Quand le vent tombe
Il y a des soirs où la lumière décide tout. Ce soir-là, à 17h45, le vent était tombé d'un coup sur l'étang. La surface, agitée depuis le matin, s'est aplatie en quelques minutes — devenant un miroir d'argent parfait. Et là, trois cygnes tuberculés glissaient silencieusement vers le centre du plan d'eau.
Deux adultes — blanc immaculé — et un juvénile encore gris-brun. Le juvénile en arrière-plan créait une profondeur involontaire dans la composition, un troisième plan qui donnait de la dimension à la scène. Je n'avais que quelques minutes avant que la lumière ne disparaisse complètement.
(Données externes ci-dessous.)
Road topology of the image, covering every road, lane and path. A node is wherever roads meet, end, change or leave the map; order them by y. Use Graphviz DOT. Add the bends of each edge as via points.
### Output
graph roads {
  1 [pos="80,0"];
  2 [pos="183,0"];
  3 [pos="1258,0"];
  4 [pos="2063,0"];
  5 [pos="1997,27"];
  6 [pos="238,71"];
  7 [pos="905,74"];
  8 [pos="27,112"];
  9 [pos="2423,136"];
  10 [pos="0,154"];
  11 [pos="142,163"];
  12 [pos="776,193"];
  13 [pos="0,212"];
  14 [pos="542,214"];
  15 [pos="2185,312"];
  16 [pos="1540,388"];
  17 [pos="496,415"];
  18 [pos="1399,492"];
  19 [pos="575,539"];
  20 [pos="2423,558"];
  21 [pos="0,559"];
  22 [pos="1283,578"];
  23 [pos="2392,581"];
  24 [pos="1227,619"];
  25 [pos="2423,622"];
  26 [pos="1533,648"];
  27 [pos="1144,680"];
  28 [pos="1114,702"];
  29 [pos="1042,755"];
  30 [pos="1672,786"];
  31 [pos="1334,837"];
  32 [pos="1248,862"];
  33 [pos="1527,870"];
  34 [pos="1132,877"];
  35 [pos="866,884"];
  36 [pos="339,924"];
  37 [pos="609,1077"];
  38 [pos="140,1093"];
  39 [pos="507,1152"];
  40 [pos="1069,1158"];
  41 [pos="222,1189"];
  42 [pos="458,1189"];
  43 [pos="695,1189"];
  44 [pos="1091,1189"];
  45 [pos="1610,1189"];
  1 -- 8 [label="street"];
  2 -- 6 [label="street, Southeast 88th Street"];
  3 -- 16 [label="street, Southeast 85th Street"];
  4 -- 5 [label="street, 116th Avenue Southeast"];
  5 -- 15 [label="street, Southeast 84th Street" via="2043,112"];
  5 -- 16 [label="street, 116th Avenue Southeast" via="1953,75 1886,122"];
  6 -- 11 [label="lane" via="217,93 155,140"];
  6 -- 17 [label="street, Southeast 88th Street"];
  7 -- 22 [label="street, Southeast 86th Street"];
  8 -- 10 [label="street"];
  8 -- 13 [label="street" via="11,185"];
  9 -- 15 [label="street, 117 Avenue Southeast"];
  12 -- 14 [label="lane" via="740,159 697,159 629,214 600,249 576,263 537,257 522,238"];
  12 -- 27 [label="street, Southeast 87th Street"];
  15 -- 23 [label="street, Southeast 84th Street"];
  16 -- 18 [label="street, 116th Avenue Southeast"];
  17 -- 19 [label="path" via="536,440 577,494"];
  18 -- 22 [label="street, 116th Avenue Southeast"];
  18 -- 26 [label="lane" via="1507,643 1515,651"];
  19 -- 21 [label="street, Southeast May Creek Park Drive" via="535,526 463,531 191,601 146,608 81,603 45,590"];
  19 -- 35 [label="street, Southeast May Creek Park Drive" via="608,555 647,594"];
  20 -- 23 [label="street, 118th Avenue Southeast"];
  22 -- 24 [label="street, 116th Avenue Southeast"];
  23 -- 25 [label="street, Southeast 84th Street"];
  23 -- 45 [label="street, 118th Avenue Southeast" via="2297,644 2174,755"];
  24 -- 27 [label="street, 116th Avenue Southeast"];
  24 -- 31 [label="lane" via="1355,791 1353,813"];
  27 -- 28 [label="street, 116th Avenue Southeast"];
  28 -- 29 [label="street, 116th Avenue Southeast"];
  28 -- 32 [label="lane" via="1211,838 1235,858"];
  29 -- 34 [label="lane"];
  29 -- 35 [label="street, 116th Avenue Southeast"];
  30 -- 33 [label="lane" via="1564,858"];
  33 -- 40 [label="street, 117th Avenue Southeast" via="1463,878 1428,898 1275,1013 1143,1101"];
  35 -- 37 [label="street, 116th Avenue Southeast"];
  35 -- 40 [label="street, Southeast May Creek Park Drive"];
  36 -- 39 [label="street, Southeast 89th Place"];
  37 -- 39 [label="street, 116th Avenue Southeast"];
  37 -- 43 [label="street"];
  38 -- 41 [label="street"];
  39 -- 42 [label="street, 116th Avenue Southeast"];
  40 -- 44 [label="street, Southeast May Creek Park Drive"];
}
La composition au crépuscule
La composition crépusculaire exige de la rapidité et de l'anticipation. À cette lumière, les détails du plumage s'effacent au profit des silhouettes et des reflets. J'ai choisi une exposition qui conservait juste assez de détail dans les blancs pour ne pas avoir de masses informes, tout en préservant la qualité métallique de l'eau.
La symétrie involontaire
Ce que j'aime dans cette image, c'est la symétrie involontaire entre les deux adultes face à face et le reflet parfait qui double l'image vers le bas. La symétrie absolue est souvent froide en photographie. Ici, le juvénile brun qui rompt la symétrie du fond, et les ondulations légères du reflet, suffisent à garder l'image vivante.